Having seen the increase in recent years and the ever-growing trend, bioenergy is going to play an essential role in the future of the EU and above all in meeting objectives. In this sense, the role played by biofuels from agriculture, known as agrobiomass, which means using currently unused potentials, will also be very important. This leads to some technical and misinformation complications but in projects like Agrobioheat, funded by the H2020 program, we are trying to solve them, advising, giving information to all agents and even accompanying certain projects.

Are citizens aware of the uses of biomass or lack of promotion in this field?

There is still some ignorance, especially when we are not talking about the most widespread uses such as firewood or pellets. But much progress has been made in recent years for a number of reasons.
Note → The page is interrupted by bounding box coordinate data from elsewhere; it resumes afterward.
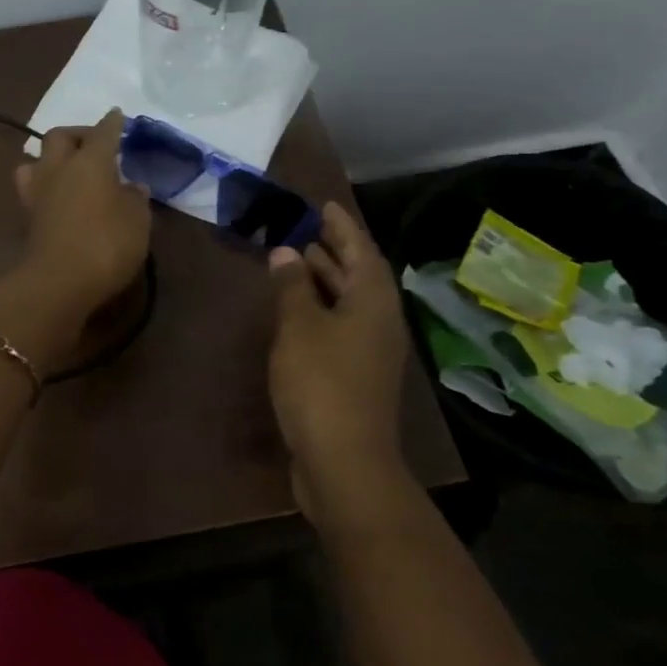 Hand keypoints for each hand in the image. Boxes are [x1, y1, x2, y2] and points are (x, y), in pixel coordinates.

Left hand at [11, 108, 151, 323]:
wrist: (59, 282)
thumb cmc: (107, 245)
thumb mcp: (137, 221)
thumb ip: (135, 199)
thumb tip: (131, 186)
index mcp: (91, 161)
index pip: (104, 132)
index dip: (113, 123)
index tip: (118, 116)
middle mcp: (60, 167)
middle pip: (60, 136)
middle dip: (77, 134)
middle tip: (93, 144)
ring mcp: (39, 190)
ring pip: (36, 158)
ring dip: (51, 157)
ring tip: (67, 167)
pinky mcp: (29, 215)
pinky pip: (33, 186)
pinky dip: (45, 183)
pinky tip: (57, 193)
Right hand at [268, 202, 415, 532]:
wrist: (344, 460)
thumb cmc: (321, 383)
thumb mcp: (300, 327)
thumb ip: (292, 286)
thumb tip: (287, 252)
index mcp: (373, 302)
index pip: (361, 249)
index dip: (342, 225)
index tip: (323, 204)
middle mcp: (379, 321)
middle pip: (358, 274)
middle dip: (333, 249)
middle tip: (304, 226)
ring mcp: (370, 350)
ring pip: (348, 301)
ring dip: (324, 278)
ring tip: (295, 258)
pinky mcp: (356, 374)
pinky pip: (339, 325)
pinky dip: (319, 308)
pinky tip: (296, 309) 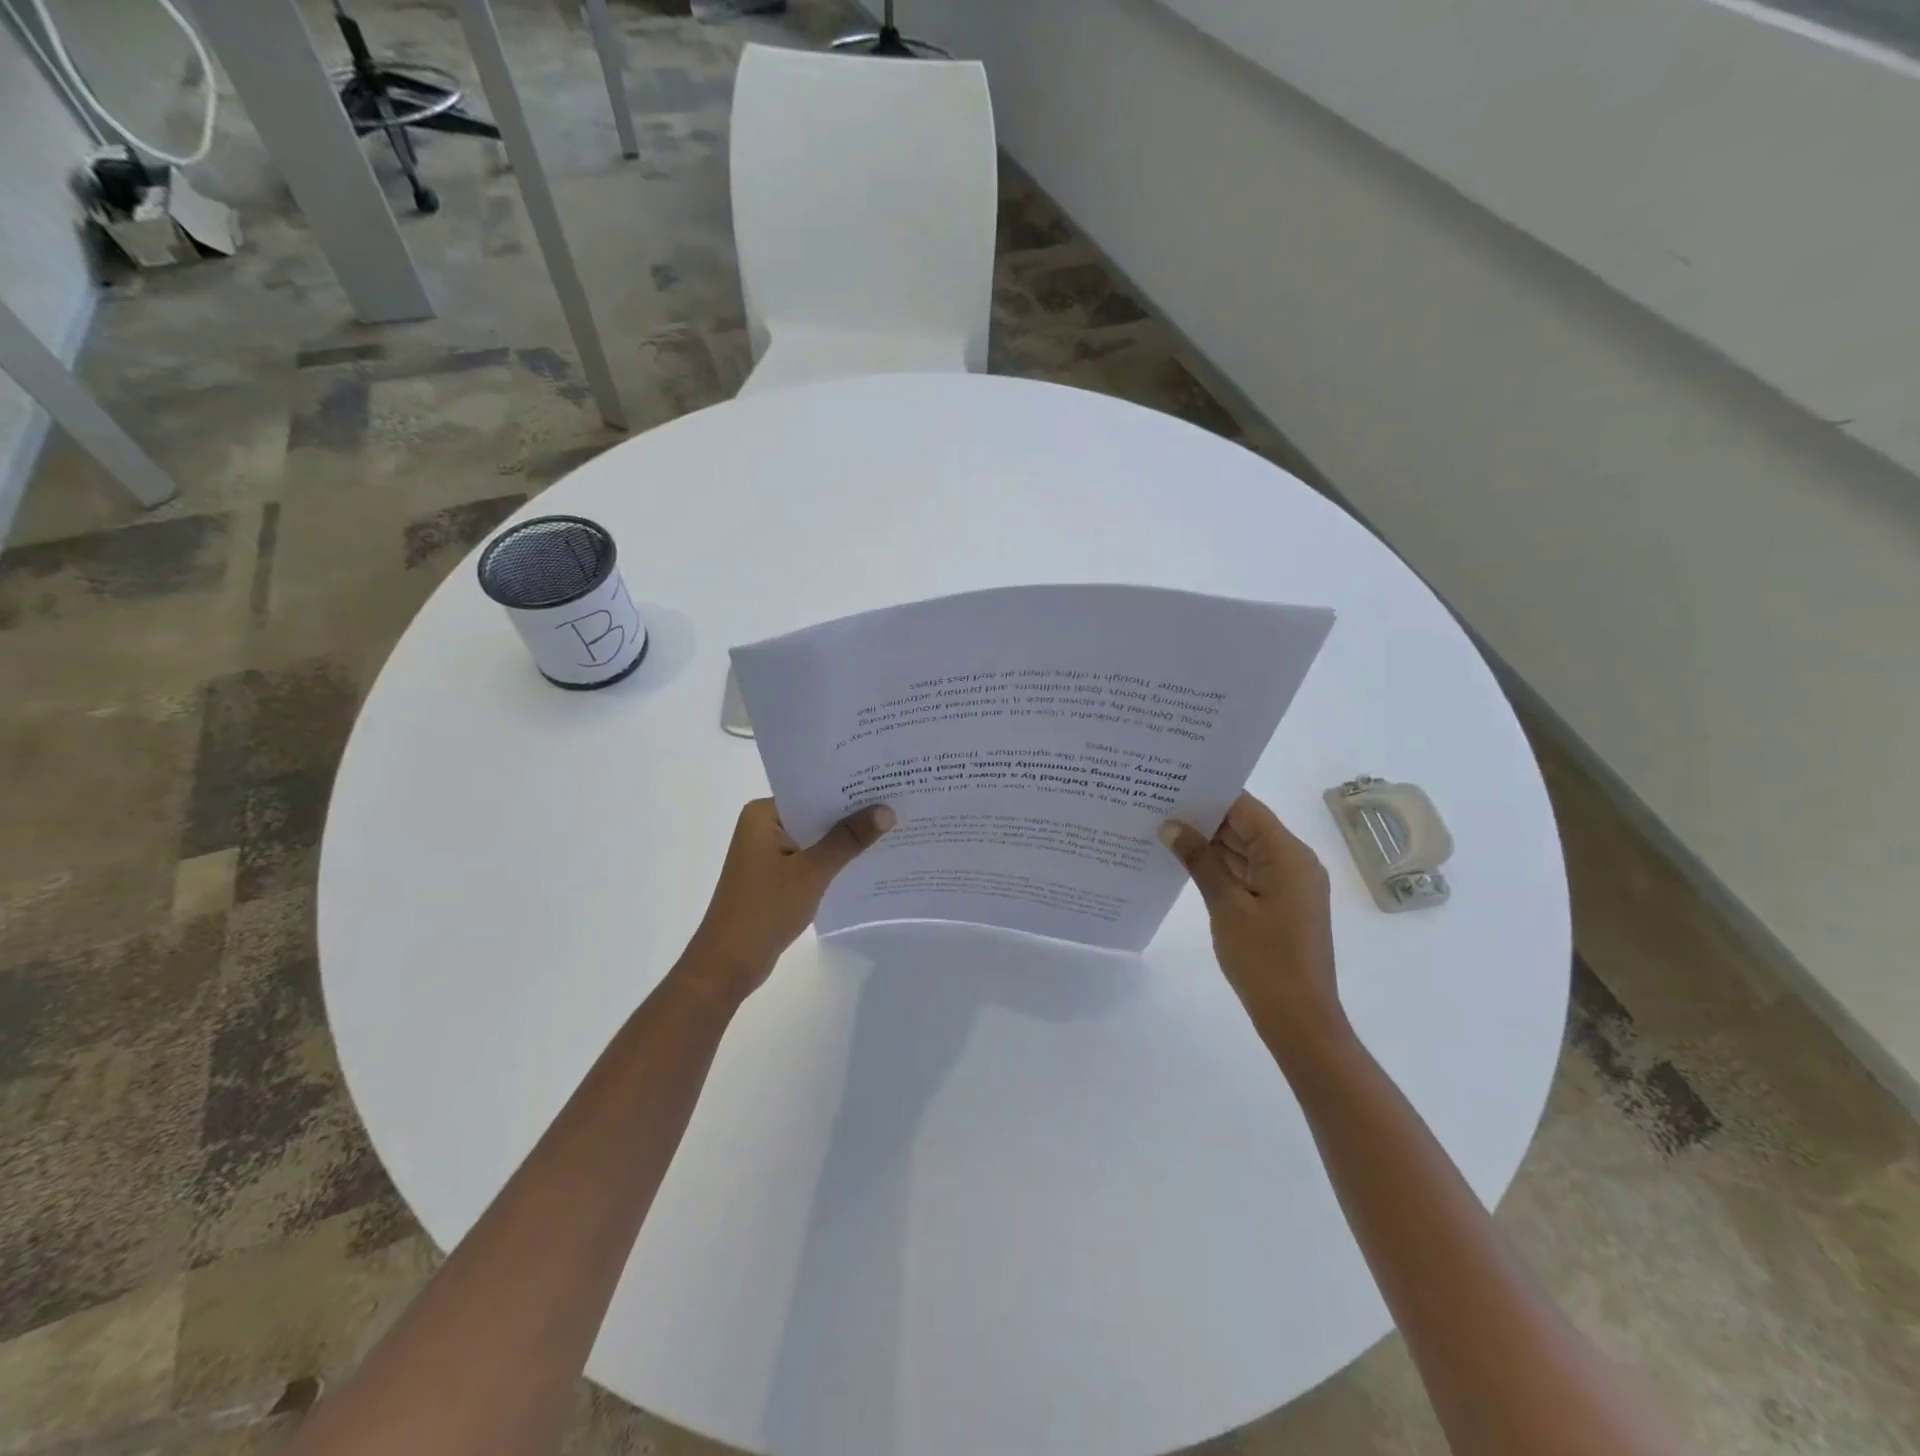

The first may be due to the growing environmental awareness in society (consumers, legislators) and given the versatility and social benefits (job creation) and environmental benefits of biomass (fire reduction, cleaning of mountains). Legislators are increasingly setting higher goals for renewables and one of the easiest and most profitable ways to comply, favoring the use of indigenous resources is biomass. Also given its competitiveness in price, many consumers have opted for its adoption.

Several relatively successful information campaigns have also been carried out, such as "Biomass in your home" by Avebiom, or one by the Institute for Energy Diversification and Saving (IDAE) with coverage in mass media such as television.